Following the Demise of the Crown (the death or abdication of the current monarch), all Members of Parliament and members of the House of Lords have the opportunity to take an oath of allegiance to the new Sovereign at the first meeting of Parliament under a new monarch. The House votes an Address to the Crown in response to the official notification of the previous monarch's demise, expressing condolences upon the death of the previous monarch and pledging loyalty to his or her successor.

After the death of Elizabeth II, members of both houses of parliament met the following day to pay tribute. Senior members of parliament took the oath to King Charles III on Saturday 10 September. Other members of parliament were offered the opportunity to take the oath to the new sovereign but it was confirmed that this was not a formal requirement.

Order of seniority
At the start of a new Parliament, after the Commons Speaker has taken the oath, MPs come forward one by one to swear or affirm at the despatch-box, in order of seniority.
 Father of the House (longest continuous serving member).
 Cabinet ministers.
 Shadow cabinet ministers.
 Privy counsellors.
 Other ministers.
 Other members by seniority.
If two or more MPs enter the house at the same election their seniority is determined by the date and/or time they took the oath.

Taking the oath in the House of Commons
The Principal Clerk of the Table Office at the despatch box offers a choice of affirmation or oath cards to read. The MP takes the oath or affirms, then moves along the Table to the Clerk Assistant and signs the Test Roll, a parchment book headed by the oath and affirmation which is kept by the Clerk of the House of Commons.

State Opening
After the initial swearing in process, most MPs and Members of the Lords are able to sit and vote in each House. Any remaining MPs or Members of the Lords can take the oath at later sittings. When the majority of MPs and Members of the Lords have been sworn in, both Houses of Parliament are ready to hear the King's Speech at the State Opening starting the business of the session.

By-elections and MPs
MPs who have been elected at a by-election are accompanied from the bar of the House by two sponsors. The new Member will have collected a certificate relating to his or her election from the Public Bill Office to hand to the Clerk of the House before taking the oath or making the affirmation.

Scottish Parliament
Section 84 of the Scotland Act 1998 requires Members of the Scottish Parliament to take the Oath of Allegiance at a meeting of the Parliament. Members of the Scottish Government and junior Scottish Ministers are additionally required to take the Official Oath.

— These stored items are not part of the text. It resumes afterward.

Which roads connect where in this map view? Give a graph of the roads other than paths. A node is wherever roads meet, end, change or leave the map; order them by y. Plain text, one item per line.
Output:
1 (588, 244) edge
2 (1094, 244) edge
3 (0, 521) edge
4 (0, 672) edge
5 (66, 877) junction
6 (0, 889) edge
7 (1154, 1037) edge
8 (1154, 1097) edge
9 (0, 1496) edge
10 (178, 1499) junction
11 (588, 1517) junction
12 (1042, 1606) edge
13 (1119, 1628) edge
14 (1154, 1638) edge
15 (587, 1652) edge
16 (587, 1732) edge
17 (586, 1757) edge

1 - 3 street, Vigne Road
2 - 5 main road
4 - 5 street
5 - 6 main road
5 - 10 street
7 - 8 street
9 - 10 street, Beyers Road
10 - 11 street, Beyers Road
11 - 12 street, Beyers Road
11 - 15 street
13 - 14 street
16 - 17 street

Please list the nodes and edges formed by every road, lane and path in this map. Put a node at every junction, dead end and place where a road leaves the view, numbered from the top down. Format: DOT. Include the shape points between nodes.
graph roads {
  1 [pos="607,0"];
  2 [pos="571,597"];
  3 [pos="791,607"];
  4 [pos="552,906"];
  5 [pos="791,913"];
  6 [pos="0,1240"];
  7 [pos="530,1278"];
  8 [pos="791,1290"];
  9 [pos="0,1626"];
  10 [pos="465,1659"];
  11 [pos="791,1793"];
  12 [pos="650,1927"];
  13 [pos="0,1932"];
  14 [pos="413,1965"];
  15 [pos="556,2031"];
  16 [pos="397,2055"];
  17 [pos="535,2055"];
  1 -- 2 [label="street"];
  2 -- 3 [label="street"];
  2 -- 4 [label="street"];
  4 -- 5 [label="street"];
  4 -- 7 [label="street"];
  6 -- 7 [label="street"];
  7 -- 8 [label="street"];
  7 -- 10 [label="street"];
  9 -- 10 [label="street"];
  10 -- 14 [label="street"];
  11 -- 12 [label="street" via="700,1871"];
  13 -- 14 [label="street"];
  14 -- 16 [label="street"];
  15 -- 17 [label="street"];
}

Senedd Cymru - Welsh Parliament
Section 23 of the Government of Wales Act 2006 requires members of the Senedd to take the oath of allegiance. A Welsh form of the Oath is prescribed by the National Assembly for Wales (Oath of Allegiance in Welsh) Order 1999:

Wording in other languages 

The Welsh wording is:

The corresponding affirmation is:

The Scottish Gaelic wording is:

The Cornish wording is:

Refusing to take the oath
Those elected to the House of Commons, to the Scottish Parliament, or to the Senedd who refuse to take the oath or affirmation are barred from participating in any proceedings, and from receiving their salaries. Members of the House of Commons could also be fined £500, and have their seat declared vacant "as if [they] were dead", if they attempt to do so. Under the Parliamentary Oaths Act 1866, any peer voting, or sitting in the House of Lords without having taken the oath, is subject, for every such offence, to a penalty of £500. Members of the Scottish Parliament must take the oath within two months of being elected, failing which they cease to be members and their seat is vacated.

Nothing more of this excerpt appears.